Fwd: Problems with Error Messages wrt Domains, Checks - Mailing list pgsql-hackers

From john frazer
Subject Fwd: Problems with Error Messages wrt Domains, Checks
Date
Msg-id CAC-4GVbKeex=zdsHYvkcec7nr3Q4E6qDS=HFGthEsY1t9QLLAA@mail.gmail.com
Whole thread Raw
In response to Problems with Error Messages wrt Domains, Checks  (john frazer <johnfrazer783@gmail.com>)
Responses Re: Problems with Error Messages wrt Domains, Checks  ("David G. Johnston" <david.g.johnston@gmail.com>)
List pgsql-hackers

---------- Forwarded message ----------
From: john frazer <johnfrazer783@gmail.com>
Date: Sat, Mar 17, 2018 at 6:28 PM
Subject: Re: Problems with Error Messages wrt Domains, Checks
To: "David G. Johnston" <david.g.johnston@gmail.com>




Thanks for your consideration,

I'll try to be brief.


>     As such, it could be anywhere in my many, many kLOCs big DB definition.

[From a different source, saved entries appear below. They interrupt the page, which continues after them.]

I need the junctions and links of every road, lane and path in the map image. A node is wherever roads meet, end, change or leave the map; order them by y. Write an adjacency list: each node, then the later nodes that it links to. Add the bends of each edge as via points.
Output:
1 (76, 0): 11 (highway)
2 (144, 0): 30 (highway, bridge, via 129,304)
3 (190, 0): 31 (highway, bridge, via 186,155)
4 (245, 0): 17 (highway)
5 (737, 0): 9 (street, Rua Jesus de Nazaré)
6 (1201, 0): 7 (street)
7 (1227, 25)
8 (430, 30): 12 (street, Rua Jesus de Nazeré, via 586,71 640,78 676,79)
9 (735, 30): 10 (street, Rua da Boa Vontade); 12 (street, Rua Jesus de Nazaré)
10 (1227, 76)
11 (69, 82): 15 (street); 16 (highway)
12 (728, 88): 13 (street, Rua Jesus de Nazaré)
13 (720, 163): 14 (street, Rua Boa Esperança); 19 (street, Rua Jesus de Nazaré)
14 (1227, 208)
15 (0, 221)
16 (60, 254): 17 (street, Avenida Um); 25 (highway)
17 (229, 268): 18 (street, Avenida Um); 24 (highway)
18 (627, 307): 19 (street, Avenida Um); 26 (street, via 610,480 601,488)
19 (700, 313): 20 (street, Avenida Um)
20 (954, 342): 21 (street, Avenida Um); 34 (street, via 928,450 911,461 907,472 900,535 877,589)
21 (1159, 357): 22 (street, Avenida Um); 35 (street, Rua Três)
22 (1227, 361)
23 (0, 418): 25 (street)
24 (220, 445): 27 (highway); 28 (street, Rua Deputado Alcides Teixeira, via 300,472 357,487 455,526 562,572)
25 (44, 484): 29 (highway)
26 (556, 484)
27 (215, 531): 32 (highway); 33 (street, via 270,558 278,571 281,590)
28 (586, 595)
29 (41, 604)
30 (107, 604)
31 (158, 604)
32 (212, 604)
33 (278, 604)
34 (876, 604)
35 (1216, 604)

I cannot even search the RegEx with a RegEx because all I know is some parenthesis is missing, somewhere:
>
> ​Well, the error does point to the first statement in the chain of issues - working backward a couple of steps is possible.

In this particular case that is possible, and I did manage to do it. The point is that in the
general case the faulty regular expression could be anywhere, and there's no clue given at all.

>     RegExes cannot match parentheses,
> ​Sure they can​.
>     and PG RegExes do not have a unique syntactic marker to them.
> ​True​

I meant to say they can't detect matching parentheses or lack thereof.

>     FAILURE: before the insert statement, everything runs dandy. We could have built an entire data warehouse application on top of a table definition that can never be syntactically processed but which will only fail when someone accidentally tries to insert a line.
>
> ​Since this is going to fail every single time you add a record I'm lacking sympathy here.  "Accidentally tries to insert a line" - if the table wasn't meant to be used why does it exist in the first place?​  And if it is intended to be used then functional testing should quickly point out something like this.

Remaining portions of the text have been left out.